Keep every word of the listing and reproduce it exactly, but set aside any image found there.

■ **MATERIAL PROVIDED**:

########

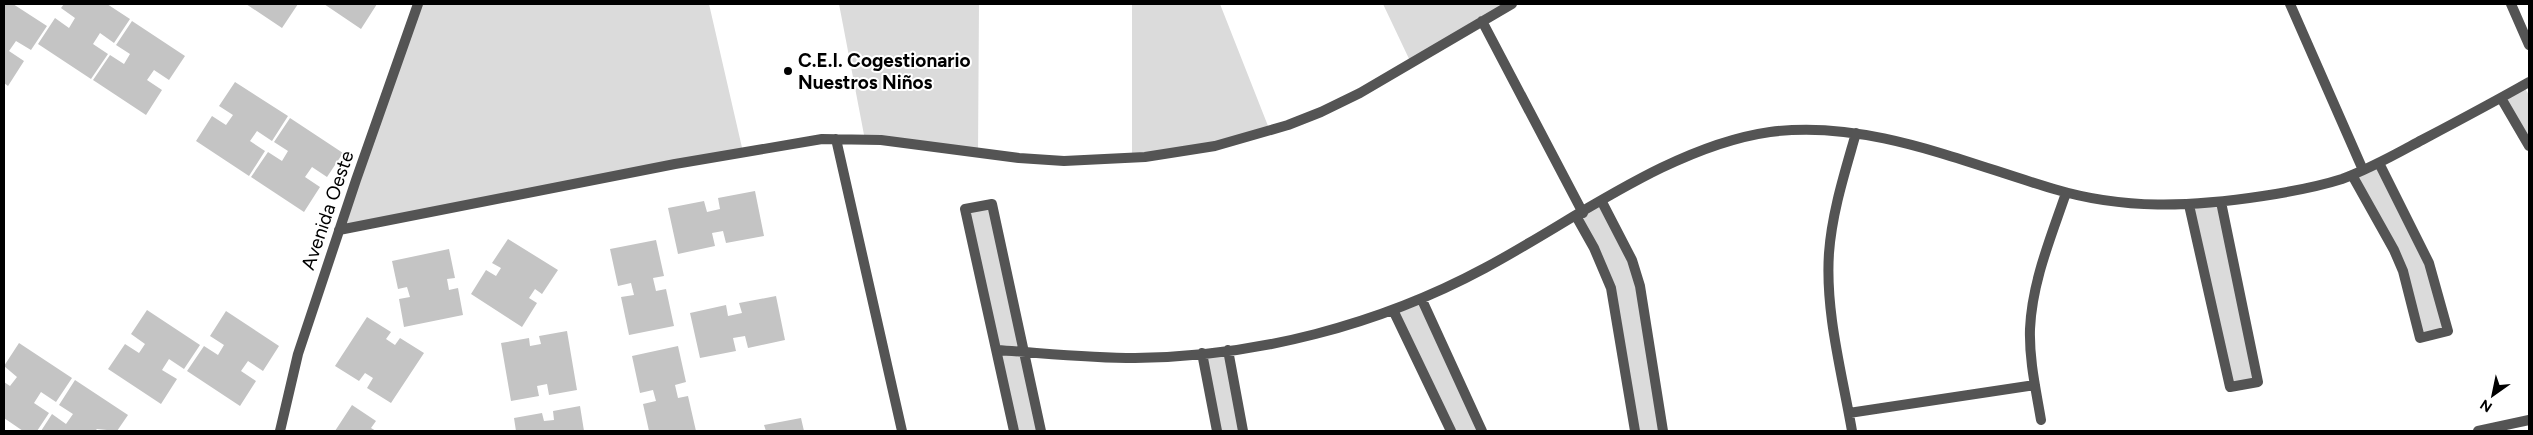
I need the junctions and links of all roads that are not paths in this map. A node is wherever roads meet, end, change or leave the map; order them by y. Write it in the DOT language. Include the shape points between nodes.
graph roads {
  1 [pos="418,4"];
  2 [pos="1512,4"];
  3 [pos="2290,4"];
  4 [pos="2511,4"];
  5 [pos="1482,21"];
  6 [pos="2529,45"];
  7 [pos="2526,83"];
  8 [pos="2529,95"];
  9 [pos="2501,98"];
  10 [pos="1856,133"];
  11 [pos="836,138"];
  12 [pos="2529,146"];
  13 [pos="2379,163"];
  14 [pos="2363,170"];
  15 [pos="2352,175"];
  16 [pos="2066,192"];
  17 [pos="1602,202"];
  18 [pos="2221,202"];
  19 [pos="2189,205"];
  20 [pos="1579,214"];
  21 [pos="339,230"];
  22 [pos="1422,300"];
  23 [pos="1393,310"];
  24 [pos="997,350"];
  25 [pos="1228,350"];
  26 [pos="1023,351"];
  27 [pos="1202,353"];
  28 [pos="2035,385"];
  29 [pos="1849,413"];
  30 [pos="2041,420"];
  31 [pos="2529,420"];
  32 [pos="280,431"];
  33 [pos="902,431"];
  34 [pos="1014,431"];
  35 [pos="1041,431"];
  36 [pos="1217,431"];
  37 [pos="1243,431"];
  38 [pos="1451,431"];
  39 [pos="1482,431"];
  40 [pos="1635,431"];
  41 [pos="1664,431"];
  42 [pos="1852,431"];
  43 [pos="2478,431"];
  1 -- 21 [label="street, Avenida Oeste"];
  2 -- 5 [label="street"];
  3 -- 14 [label="street"];
  4 -- 6 [label="street"];
  5 -- 11 [label="street" via="1360,93 1321,112 1254,136 1177,153 1064,160"];
  5 -- 20 [label="street"];
  7 -- 8 [label="street"];
  7 -- 9 [label="street"];
  9 -- 12 [label="street"];
  9 -- 13 [label="street"];
  10 -- 16 [label="street" via="1914,146"];
  10 -- 17 [label="street" via="1798,130 1766,133 1730,142 1687,157"];
  10 -- 29 [label="street" via="1840,192 1829,252 1832,313"];
  11 -- 21 [label="street" via="675,164"];
  11 -- 33 [label="street"];
  13 -- 14 [label="street"];
  13 -- 15 [label="street" via="2429,263 2448,331 2420,338 2403,271"];
  14 -- 15 [label="street"];
  15 -- 18 [label="street" via="2317,185"];
  16 -- 19 [label="street" via="2116,204"];
  16 -- 28 [label="street" via="2032,306 2030,338"];
  17 -- 20 [label="street"];
  17 -- 41 [label="street" via="1632,260 1640,286"];
  18 -- 19 [label="street"];
  18 -- 19 [label="street" via="2258,382 2230,387"];
  20 -- 22 [label="street"];
  20 -- 40 [label="street" via="1612,288"];
  21 -- 32 [label="street, Avenida Oeste" via="298,354"];
  22 -- 23 [label="street"];
  22 -- 39 [label="street"];
  23 -- 25 [label="street" via="1319,332"];
  23 -- 38 [label="street"];
  24 -- 26 [label="street"];
  24 -- 26 [label="street" via="965,209 992,204"];
  24 -- 34 [label="street"];
  25 -- 27 [label="street"];
  25 -- 37 [label="street"];
  26 -- 27 [label="street" via="1134,358"];
  26 -- 35 [label="street"];
  27 -- 36 [label="street"];
  28 -- 29 [label="street"];
  28 -- 30 [label="street"];
  29 -- 42 [label="street"];
  31 -- 43 [label="street"];
}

########

■ **RESULT OF THE EXERCISE**:
I need the junctions and links of all roads that are not paths in this map. A node is wherever roads meet, end, change or leave the map; order them by y. Write it in the DOT language. Include the shape points between nodes.
graph roads {
  1 [pos="418,4"];
  2 [pos="1512,4"];
  3 [pos="2290,4"];
  4 [pos="2511,4"];
  5 [pos="1482,21"];
  6 [pos="2529,45"];
  7 [pos="2526,83"];
  8 [pos="2529,95"];
  9 [pos="2501,98"];
  10 [pos="1856,133"];
  11 [pos="836,138"];
  12 [pos="2529,146"];
  13 [pos="2379,163"];
  14 [pos="2363,170"];
  15 [pos="2352,175"];
  16 [pos="2066,192"];
  17 [pos="1602,202"];
  18 [pos="2221,202"];
  19 [pos="2189,205"];
  20 [pos="1579,214"];
  21 [pos="339,230"];
  22 [pos="1422,300"];
  23 [pos="1393,310"];
  24 [pos="997,350"];
  25 [pos="1228,350"];
  26 [pos="1023,351"];
  27 [pos="1202,353"];
  28 [pos="2035,385"];
  29 [pos="1849,413"];
  30 [pos="2041,420"];
  31 [pos="2529,420"];
  32 [pos="280,431"];
  33 [pos="902,431"];
  34 [pos="1014,431"];
  35 [pos="1041,431"];
  36 [pos="1217,431"];
  37 [pos="1243,431"];
  38 [pos="1451,431"];
  39 [pos="1482,431"];
  40 [pos="1635,431"];
  41 [pos="1664,431"];
  42 [pos="1852,431"];
  43 [pos="2478,431"];
  1 -- 21 [label="street, Avenida Oeste"];
  2 -- 5 [label="street"];
  3 -- 14 [label="street"];
  4 -- 6 [label="street"];
  5 -- 11 [label="street" via="1360,93 1321,112 1254,136 1177,153 1064,160"];
  5 -- 20 [label="street"];
  7 -- 8 [label="street"];
  7 -- 9 [label="street"];
  9 -- 12 [label="street"];
  9 -- 13 [label="street"];
  10 -- 16 [label="street" via="1914,146"];
  10 -- 17 [label="street" via="1798,130 1766,133 1730,142 1687,157"];
  10 -- 29 [label="street" via="1840,192 1829,252 1832,313"];
  11 -- 21 [label="street" via="675,164"];
  11 -- 33 [label="street"];
  13 -- 14 [label="street"];
  13 -- 15 [label="street" via="2429,263 2448,331 2420,338 2403,271"];
  14 -- 15 [label="street"];
  15 -- 18 [label="street" via="2317,185"];
  16 -- 19 [label="street" via="2116,204"];
  16 -- 28 [label="street" via="2032,306 2030,338"];
  17 -- 20 [label="street"];
  17 -- 41 [label="street" via="1632,260 1640,286"];
  18 -- 19 [label="street"];
  18 -- 19 [label="street" via="2258,382 2230,387"];
  20 -- 22 [label="street"];
  20 -- 40 [label="street" via="1612,288"];
  21 -- 32 [label="street, Avenida Oeste" via="298,354"];
  22 -- 23 [label="street"];
  22 -- 39 [label="street"];
  23 -- 25 [label="street" via="1319,332"];
  23 -- 38 [label="street"];
  24 -- 26 [label="street"];
  24 -- 26 [label="street" via="965,209 992,204"];
  24 -- 34 [label="street"];
  25 -- 27 [label="street"];
  25 -- 37 [label="street"];
  26 -- 27 [label="street" via="1134,358"];
  26 -- 35 [label="street"];
  27 -- 36 [label="street"];
  28 -- 29 [label="street"];
  28 -- 30 [label="street"];
  29 -- 42 [label="street"];
  31 -- 43 [label="street"];
}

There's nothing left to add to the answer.